The single argument to all three hooks. It exposes everything you need to wire up your module.

public interface ModuleContext {
    ModuleDescriptor descriptor();
    ServiceContainer services();
    CapabilityRegistry capabilities();
    Logger logger();
    Path dataFolder();
}

descriptor() returns the resolved ModuleDescriptor for your module — the one the kernel built from your @ModuleDefinition.

services() is the kernel's service container. This is how you reach TaskOrchestrator, MenuService, MessageService, StorageRegistry, and the rest. See Service Container and Capabilities.

capabilities() is the capability registry. Publish things here for other modules to discover, or look up things other modules published.

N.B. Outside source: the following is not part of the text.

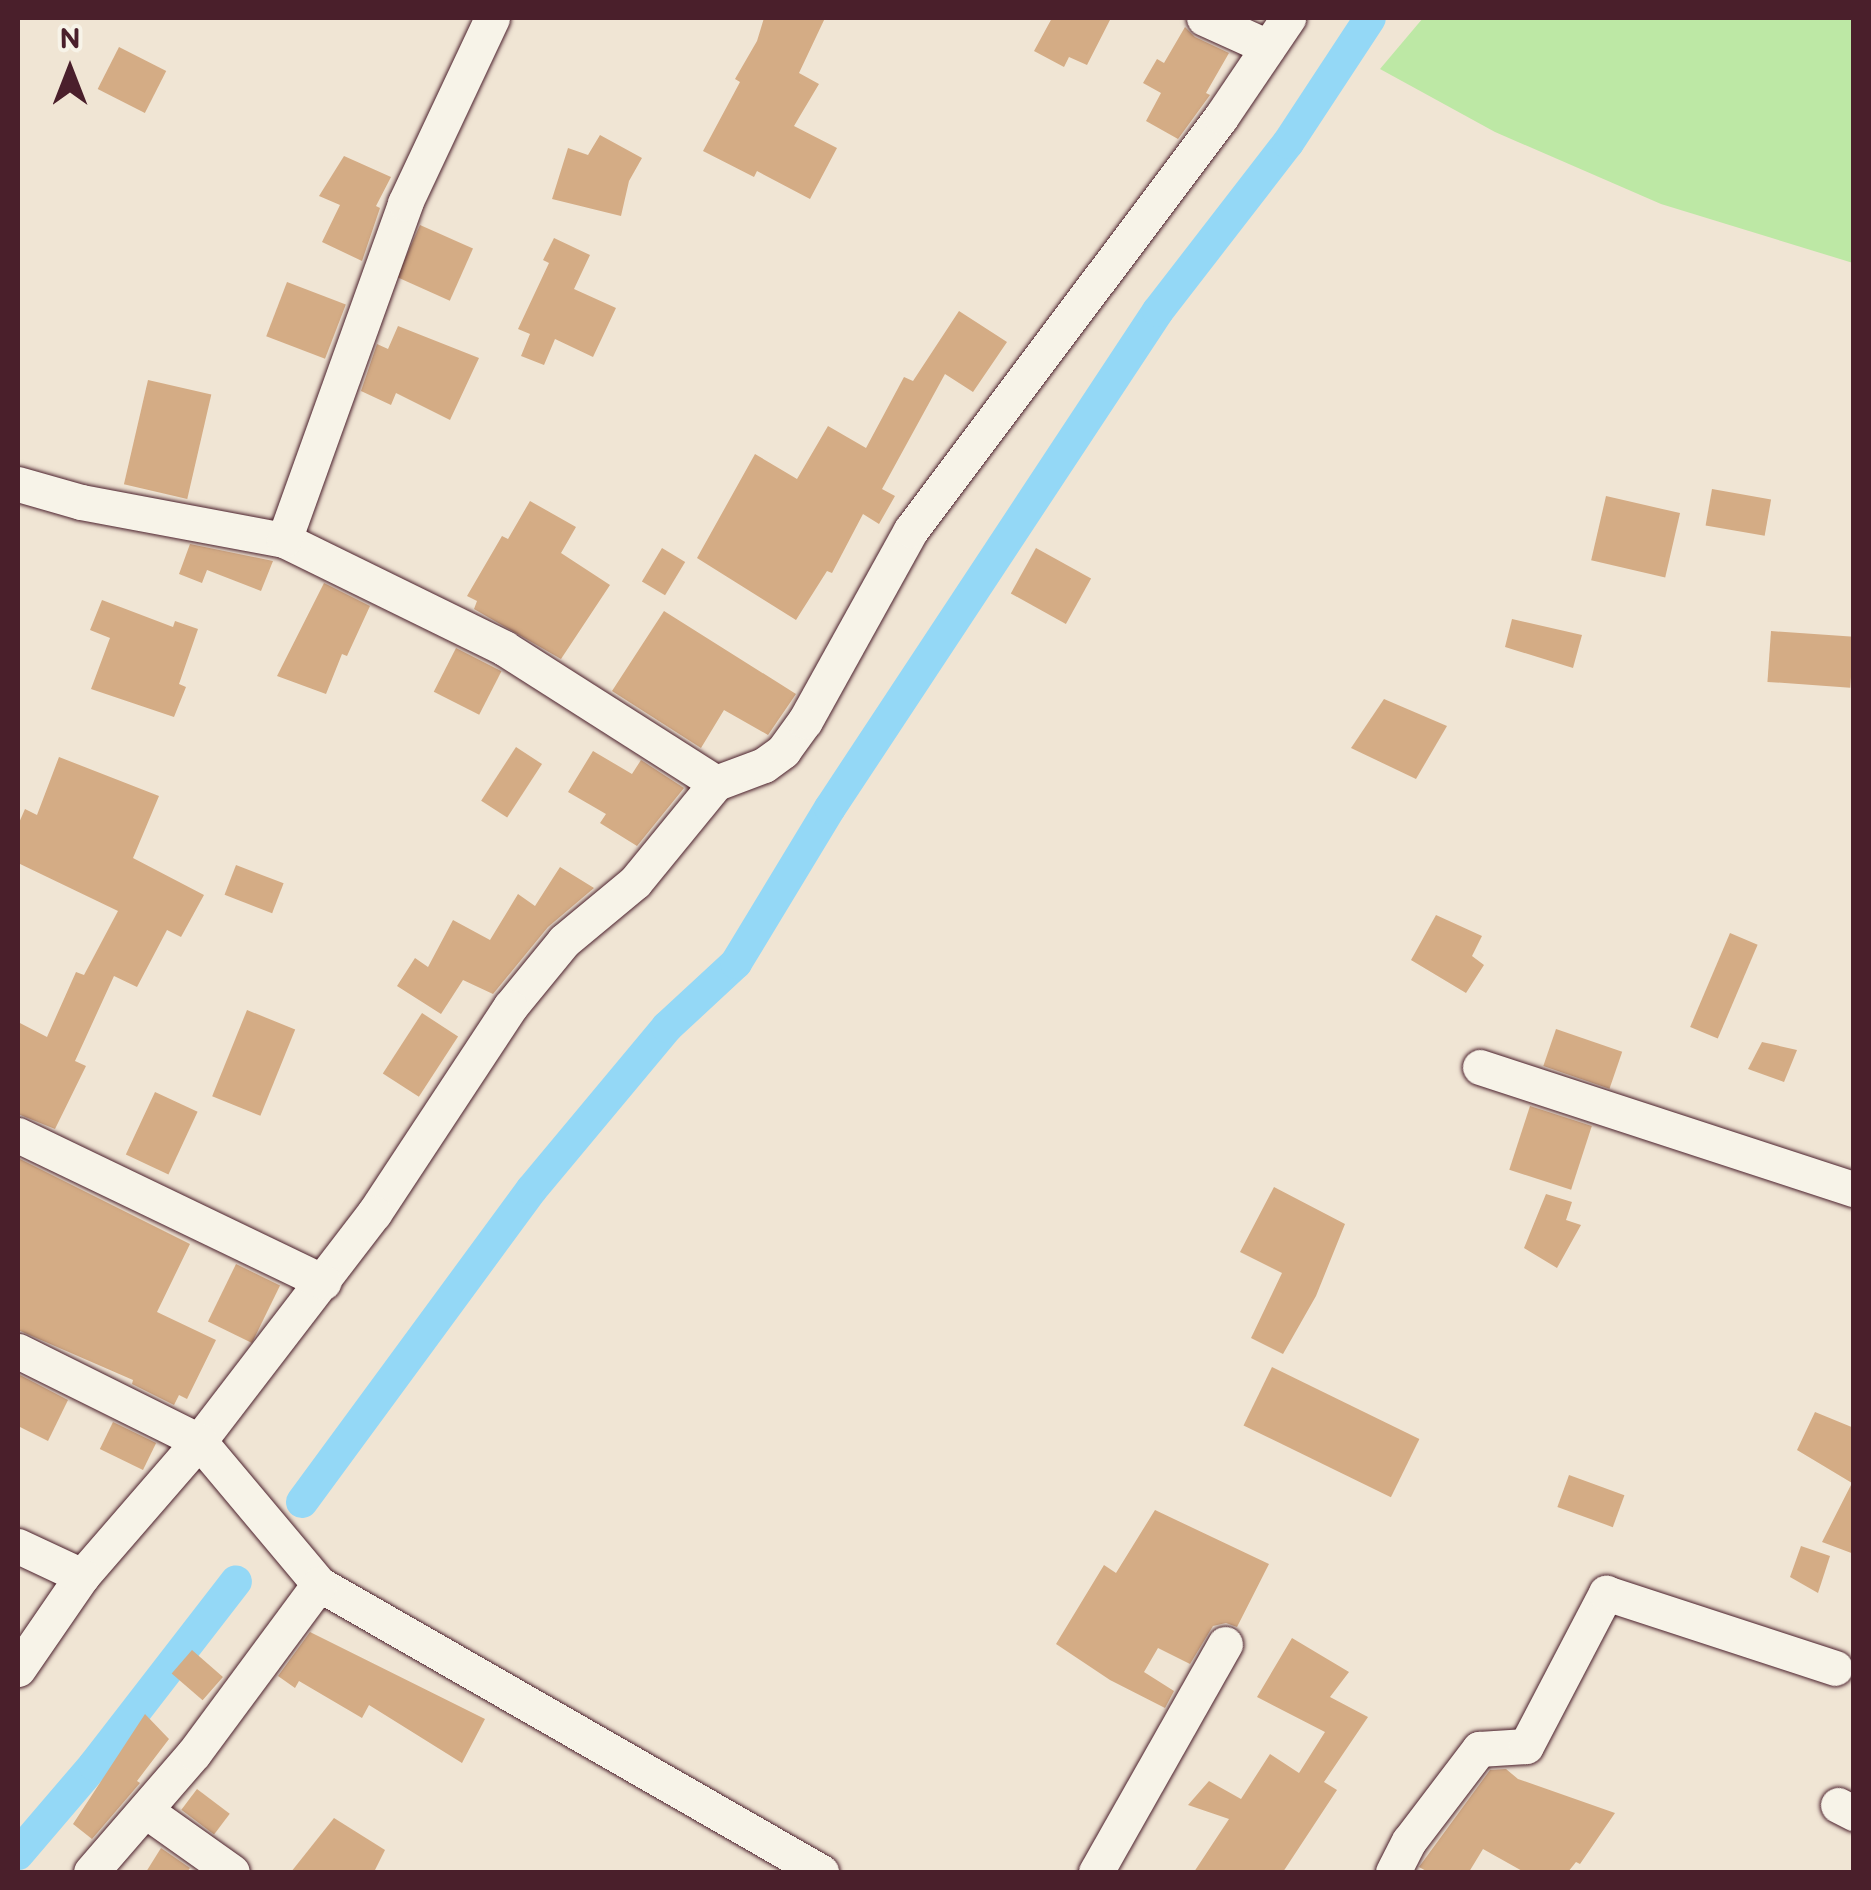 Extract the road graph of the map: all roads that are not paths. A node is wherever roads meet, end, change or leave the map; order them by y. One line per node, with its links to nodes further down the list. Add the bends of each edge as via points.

logger() is a java.util.logging.Logger prefixed with your module id. Use it instead of System.out or Bukkit.getLogger().

dataFolder() is the path to your module's dedicated data directory. The kernel creates the directory before onPrepare runs, so you can write to it immediately.

What you can rely on in each hook

In onPrepare:

  • dataFolder() exists.
  • services().resolve(...) works for any kernel service registered before your load phase. For POST_INFRASTRUCTURE modules that means everything.
  • Other modules in the same load phase may not be enabled yet, so don't query their capabilities.

In onEnable:

  • Every module in your load phase has been prepared. The platform considers itself live.
  • Capabilities published by other modules in the same phase during their own onPrepare are visible.
  • It is safe to register commands, open menus, and start scheduled tasks.

In onDisable:

  • The kernel is shutting down.
  • The order is the reverse of how modules were enabled, so modules you depend on are still running.
  • Treat every field as possibly null. If onPrepare threw on line 5, fields after line 5 will be null when onDisable runs.

A complete example

public final class ExampleModule extends AbstractPlatformModule {

    private TaskHandle pollTask;

    @Override
    protected void onPrepare(final ModuleContext context) {
        // Build internal services here. Don't touch the world yet.
    }

    @Override
    protected void onEnable(final ModuleContext context) {
        final TaskOrchestrator orchestrator = context.services().resolve(TaskOrchestrator.class);
        final TaskSpec spec = TaskSpec.builder(this::poll)
                .delay(Duration.ofSeconds(5))
                .period(Duration.ofSeconds(30))
                .build();
        pollTask = orchestrator.io(spec);
    }

    @Override
    protected void onDisable(final ModuleContext context) {
        if (pollTask != null) {
            pollTask.cancel();
            pollTask = null;
        }
    }

    private void poll() {
        // ...
    }
}

Lifecycle invariants worth knowing

The state machine is forward-only. The kernel transitions through a fixed enum sequence (CREATED, BOOTSTRAPPING, INFRASTRUCTURE_READY, MODULES_DISCOVERED, MODULES_RESOLVED, MODULES_PREPARED, MODULES_ENABLED, ACTIVE, QUIESCING, DISABLED). Modules cannot induce a backwards transition.

If onPrepare throws, the module is marked failed and onEnable will not be called. onDisable is still called for cleanup.

The kernel shuts down modules in reverse enable order. If you depend on another module, it is guaranteed to still be enabled when your onDisable runs.